What the task requires: In the material below, list every line carrying the string "Left".

######

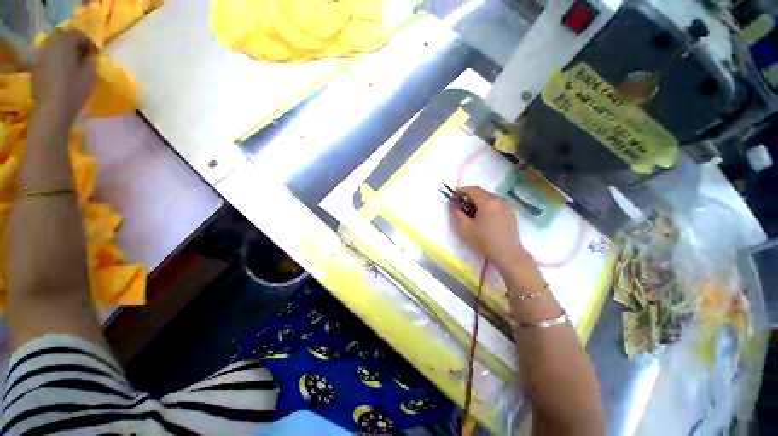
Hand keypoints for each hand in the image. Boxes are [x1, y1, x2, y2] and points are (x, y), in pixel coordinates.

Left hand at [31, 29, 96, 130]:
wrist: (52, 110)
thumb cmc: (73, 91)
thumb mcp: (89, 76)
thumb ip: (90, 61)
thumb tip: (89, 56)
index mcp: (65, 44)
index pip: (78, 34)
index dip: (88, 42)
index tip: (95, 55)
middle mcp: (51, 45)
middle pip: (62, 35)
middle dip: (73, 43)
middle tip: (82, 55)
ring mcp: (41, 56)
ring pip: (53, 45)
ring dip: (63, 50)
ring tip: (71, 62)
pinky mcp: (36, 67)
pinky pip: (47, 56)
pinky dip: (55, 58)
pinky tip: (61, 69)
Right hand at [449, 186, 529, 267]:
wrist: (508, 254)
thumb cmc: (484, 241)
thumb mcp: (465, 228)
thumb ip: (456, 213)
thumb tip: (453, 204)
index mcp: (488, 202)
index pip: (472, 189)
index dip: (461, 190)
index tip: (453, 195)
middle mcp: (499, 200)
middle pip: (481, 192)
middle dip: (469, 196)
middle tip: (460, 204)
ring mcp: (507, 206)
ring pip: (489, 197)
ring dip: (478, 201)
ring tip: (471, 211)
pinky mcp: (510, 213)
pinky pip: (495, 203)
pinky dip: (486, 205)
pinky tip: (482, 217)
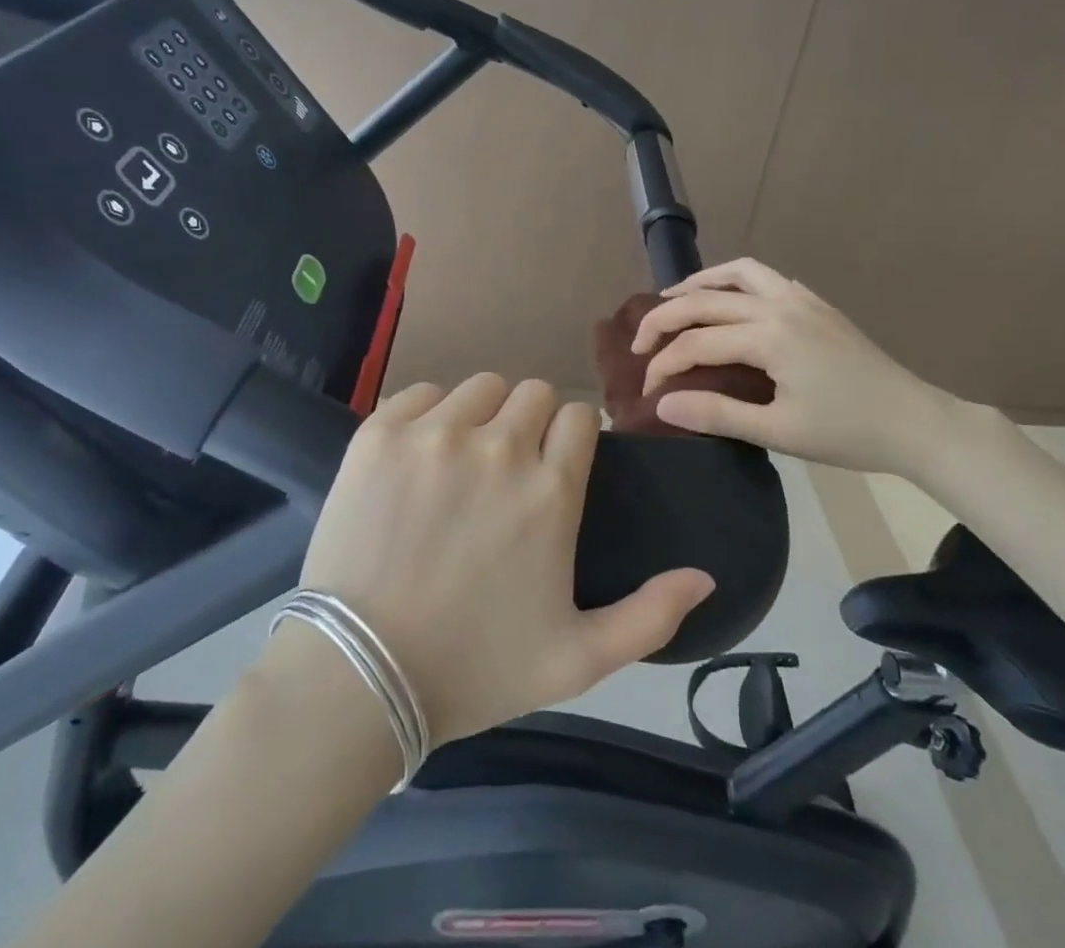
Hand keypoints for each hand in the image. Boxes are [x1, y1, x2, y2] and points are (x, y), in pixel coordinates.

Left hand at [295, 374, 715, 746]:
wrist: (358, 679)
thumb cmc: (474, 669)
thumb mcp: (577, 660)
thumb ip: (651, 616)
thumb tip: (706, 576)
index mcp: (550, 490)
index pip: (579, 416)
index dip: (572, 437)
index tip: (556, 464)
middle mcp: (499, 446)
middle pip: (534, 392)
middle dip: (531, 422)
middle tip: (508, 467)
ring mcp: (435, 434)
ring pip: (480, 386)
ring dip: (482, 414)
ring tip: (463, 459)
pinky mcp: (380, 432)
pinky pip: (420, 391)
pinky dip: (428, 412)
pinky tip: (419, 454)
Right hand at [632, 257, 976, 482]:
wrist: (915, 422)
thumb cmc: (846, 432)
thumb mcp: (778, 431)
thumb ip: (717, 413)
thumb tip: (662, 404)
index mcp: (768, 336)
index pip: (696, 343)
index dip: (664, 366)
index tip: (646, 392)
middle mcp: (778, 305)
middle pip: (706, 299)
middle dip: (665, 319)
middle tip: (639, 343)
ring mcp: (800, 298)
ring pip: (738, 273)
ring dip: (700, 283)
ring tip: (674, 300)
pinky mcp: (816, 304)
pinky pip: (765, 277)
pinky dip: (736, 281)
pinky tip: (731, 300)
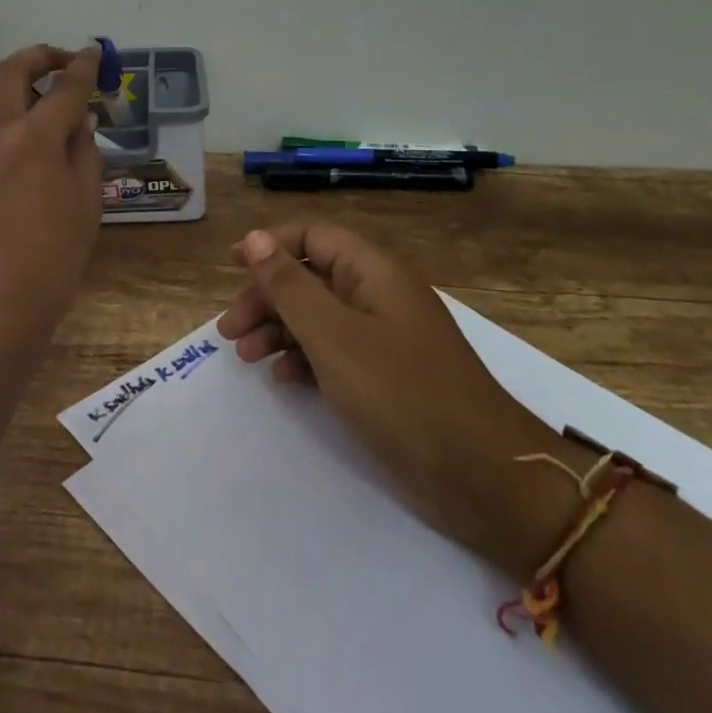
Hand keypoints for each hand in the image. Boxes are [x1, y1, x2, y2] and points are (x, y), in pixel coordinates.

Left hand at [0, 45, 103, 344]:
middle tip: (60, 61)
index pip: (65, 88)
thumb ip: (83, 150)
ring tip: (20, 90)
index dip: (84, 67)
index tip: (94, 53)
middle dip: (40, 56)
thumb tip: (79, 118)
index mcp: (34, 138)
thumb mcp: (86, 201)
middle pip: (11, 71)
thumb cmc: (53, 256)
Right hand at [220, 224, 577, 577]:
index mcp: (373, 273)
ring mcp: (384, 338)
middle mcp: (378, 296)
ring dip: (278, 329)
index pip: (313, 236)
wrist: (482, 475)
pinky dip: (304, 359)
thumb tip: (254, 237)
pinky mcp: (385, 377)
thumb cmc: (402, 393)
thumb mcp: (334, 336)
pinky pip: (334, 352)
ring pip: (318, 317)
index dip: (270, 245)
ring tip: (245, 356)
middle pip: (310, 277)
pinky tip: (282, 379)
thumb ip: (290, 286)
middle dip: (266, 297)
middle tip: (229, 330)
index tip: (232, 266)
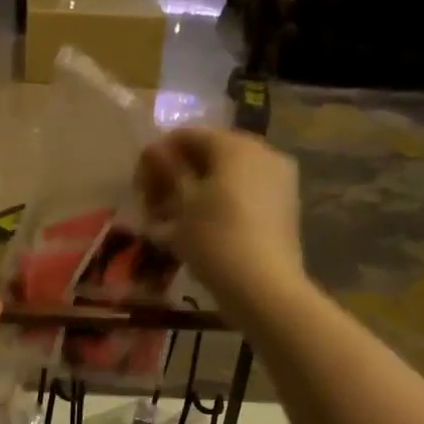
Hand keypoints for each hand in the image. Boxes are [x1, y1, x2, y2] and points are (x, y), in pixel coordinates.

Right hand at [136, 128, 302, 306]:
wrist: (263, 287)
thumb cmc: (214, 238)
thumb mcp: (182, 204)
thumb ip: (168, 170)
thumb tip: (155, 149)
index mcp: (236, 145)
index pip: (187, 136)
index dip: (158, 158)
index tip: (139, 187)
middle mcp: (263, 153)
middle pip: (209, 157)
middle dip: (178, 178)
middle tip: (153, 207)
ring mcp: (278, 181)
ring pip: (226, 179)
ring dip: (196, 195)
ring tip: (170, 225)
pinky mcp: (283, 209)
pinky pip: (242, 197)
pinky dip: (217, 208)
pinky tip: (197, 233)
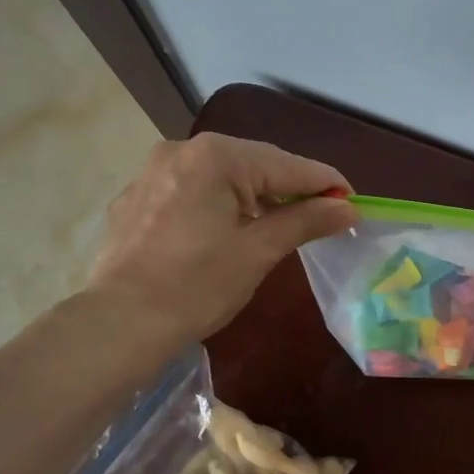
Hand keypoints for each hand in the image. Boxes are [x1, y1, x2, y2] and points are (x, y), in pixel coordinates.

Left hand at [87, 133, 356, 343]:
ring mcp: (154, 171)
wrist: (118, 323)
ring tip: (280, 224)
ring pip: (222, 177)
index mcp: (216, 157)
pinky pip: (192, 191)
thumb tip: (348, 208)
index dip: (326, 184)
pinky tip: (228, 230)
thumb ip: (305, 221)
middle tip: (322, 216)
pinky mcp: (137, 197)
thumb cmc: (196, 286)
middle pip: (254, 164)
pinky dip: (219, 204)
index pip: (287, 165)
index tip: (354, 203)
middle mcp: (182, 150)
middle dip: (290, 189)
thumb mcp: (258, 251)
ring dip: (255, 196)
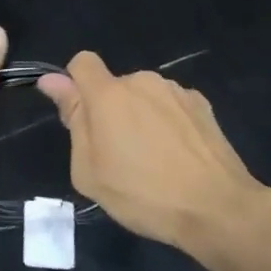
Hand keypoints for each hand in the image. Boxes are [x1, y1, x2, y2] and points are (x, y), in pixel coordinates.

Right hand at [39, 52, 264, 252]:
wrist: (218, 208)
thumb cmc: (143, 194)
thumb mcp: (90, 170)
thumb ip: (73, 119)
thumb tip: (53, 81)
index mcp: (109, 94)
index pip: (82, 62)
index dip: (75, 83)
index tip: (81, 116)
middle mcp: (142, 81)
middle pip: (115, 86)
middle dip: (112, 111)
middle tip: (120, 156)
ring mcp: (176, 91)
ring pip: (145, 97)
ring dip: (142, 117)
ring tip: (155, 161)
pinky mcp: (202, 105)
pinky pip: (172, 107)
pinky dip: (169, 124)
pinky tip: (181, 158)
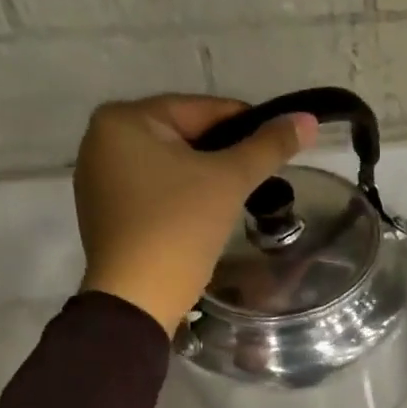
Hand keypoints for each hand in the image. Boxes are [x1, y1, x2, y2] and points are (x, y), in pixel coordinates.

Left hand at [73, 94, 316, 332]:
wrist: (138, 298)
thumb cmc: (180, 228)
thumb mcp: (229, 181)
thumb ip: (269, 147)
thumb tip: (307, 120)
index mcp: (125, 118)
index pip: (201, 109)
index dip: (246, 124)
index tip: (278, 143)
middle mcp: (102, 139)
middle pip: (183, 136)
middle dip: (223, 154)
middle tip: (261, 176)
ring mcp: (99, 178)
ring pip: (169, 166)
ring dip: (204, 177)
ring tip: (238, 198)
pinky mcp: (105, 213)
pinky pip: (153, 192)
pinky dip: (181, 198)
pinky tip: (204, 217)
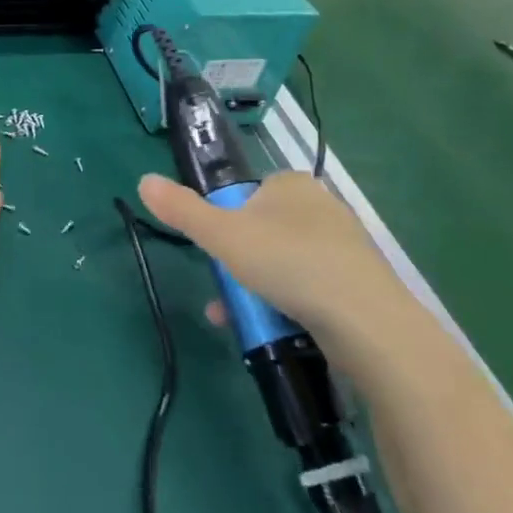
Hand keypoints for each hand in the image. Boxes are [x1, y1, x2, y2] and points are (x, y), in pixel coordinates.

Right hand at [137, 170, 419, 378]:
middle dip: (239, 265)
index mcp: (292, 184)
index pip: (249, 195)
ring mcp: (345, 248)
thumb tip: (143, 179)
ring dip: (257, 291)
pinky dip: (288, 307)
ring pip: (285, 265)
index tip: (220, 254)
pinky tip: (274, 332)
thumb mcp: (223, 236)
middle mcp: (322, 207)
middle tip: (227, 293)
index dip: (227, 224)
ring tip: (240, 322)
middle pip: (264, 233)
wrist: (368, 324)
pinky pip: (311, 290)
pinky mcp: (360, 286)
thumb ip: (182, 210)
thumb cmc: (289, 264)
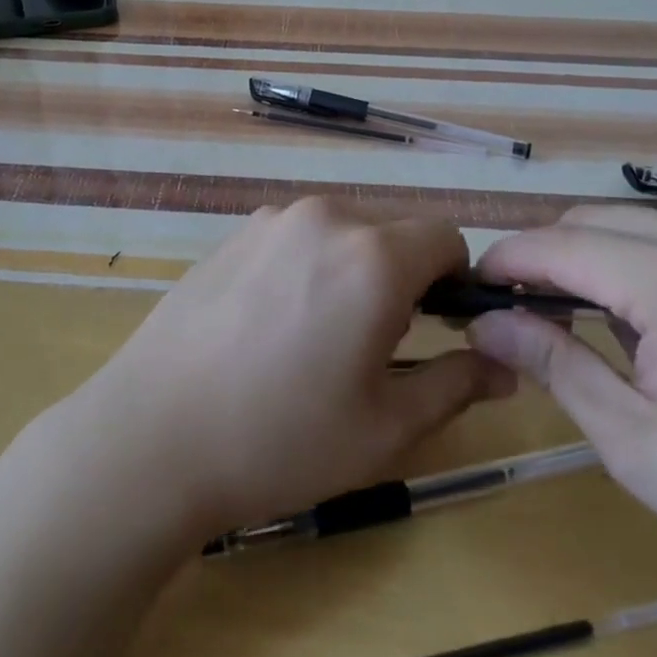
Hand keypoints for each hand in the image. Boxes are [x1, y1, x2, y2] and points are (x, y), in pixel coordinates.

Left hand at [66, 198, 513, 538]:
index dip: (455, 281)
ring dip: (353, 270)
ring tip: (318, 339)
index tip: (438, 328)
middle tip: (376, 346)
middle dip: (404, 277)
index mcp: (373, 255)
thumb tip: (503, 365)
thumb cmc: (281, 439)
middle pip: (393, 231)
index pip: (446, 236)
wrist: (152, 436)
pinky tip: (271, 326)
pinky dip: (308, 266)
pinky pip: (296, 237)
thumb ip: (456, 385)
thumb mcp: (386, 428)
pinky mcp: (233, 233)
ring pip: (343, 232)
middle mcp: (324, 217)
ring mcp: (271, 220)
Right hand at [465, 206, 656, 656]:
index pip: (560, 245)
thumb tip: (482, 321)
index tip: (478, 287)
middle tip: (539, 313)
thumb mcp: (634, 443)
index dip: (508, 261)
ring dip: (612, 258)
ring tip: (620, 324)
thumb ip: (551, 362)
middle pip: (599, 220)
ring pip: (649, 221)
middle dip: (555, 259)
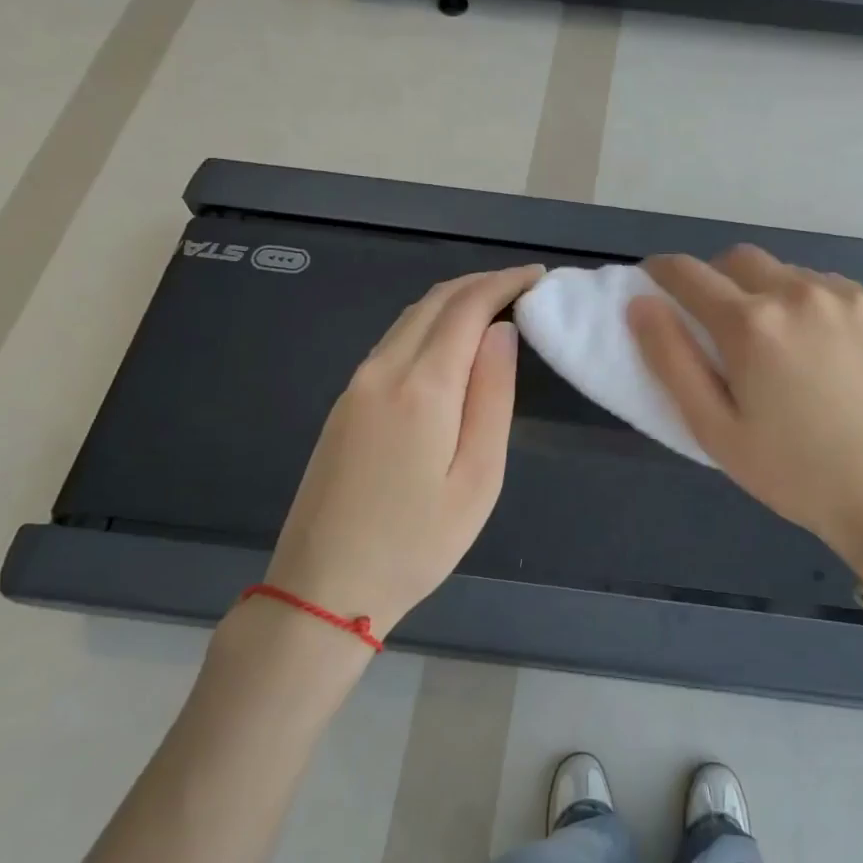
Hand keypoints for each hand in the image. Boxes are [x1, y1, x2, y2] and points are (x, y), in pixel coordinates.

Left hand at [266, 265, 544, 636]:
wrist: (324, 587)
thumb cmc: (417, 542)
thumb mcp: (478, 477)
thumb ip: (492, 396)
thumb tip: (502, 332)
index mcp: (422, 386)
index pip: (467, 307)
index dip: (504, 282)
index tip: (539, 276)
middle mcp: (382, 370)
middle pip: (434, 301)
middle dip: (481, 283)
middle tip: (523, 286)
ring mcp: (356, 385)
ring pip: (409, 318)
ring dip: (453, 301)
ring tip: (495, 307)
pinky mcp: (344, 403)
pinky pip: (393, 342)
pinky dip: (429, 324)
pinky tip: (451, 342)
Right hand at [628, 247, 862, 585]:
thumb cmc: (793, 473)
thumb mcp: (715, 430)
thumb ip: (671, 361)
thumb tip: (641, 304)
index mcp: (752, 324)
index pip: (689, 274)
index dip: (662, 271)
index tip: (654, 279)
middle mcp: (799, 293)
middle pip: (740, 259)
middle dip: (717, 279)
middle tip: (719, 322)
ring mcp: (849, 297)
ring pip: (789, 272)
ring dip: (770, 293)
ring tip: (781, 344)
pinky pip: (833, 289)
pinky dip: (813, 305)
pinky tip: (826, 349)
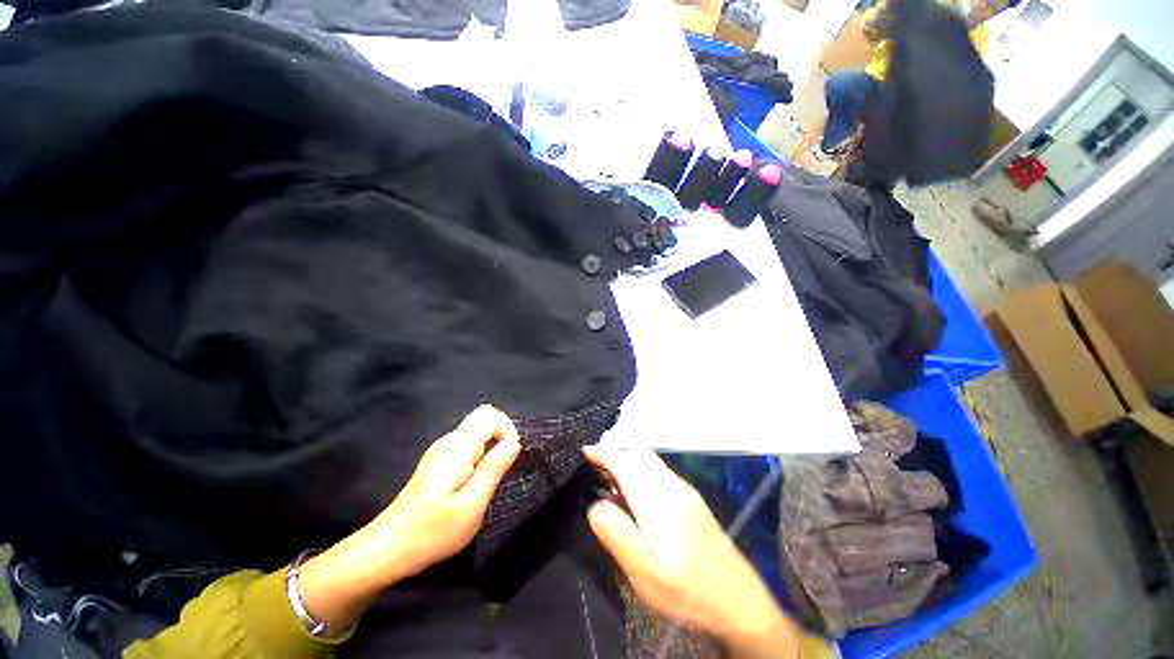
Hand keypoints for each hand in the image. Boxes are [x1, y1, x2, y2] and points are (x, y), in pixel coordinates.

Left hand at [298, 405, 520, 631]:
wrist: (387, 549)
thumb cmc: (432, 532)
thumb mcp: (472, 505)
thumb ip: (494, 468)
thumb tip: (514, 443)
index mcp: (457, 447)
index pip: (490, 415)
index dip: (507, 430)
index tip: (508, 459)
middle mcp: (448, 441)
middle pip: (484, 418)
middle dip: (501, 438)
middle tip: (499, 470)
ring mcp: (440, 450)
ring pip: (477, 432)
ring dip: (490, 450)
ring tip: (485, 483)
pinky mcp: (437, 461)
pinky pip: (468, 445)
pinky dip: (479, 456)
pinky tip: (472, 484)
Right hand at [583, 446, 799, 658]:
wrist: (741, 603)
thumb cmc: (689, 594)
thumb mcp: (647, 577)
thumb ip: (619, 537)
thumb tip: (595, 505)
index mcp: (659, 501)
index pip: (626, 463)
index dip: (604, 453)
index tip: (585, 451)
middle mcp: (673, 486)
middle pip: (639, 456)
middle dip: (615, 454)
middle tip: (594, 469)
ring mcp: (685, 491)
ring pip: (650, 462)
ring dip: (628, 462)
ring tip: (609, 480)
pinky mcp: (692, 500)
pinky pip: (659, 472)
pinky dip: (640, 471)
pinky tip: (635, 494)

######

Answer to the exercise:
Left hand at [31, 29, 96, 130]:
Left hand at [295, 374, 715, 746]:
Left hand at [0, 45, 103, 344]:
Left hand at [87, 133, 356, 343]:
Left hand at [73, 94, 316, 332]:
Left hand at [66, 198, 513, 538]:
Left hand at [266, 265, 544, 636]:
Left hand at [298, 405, 520, 631]:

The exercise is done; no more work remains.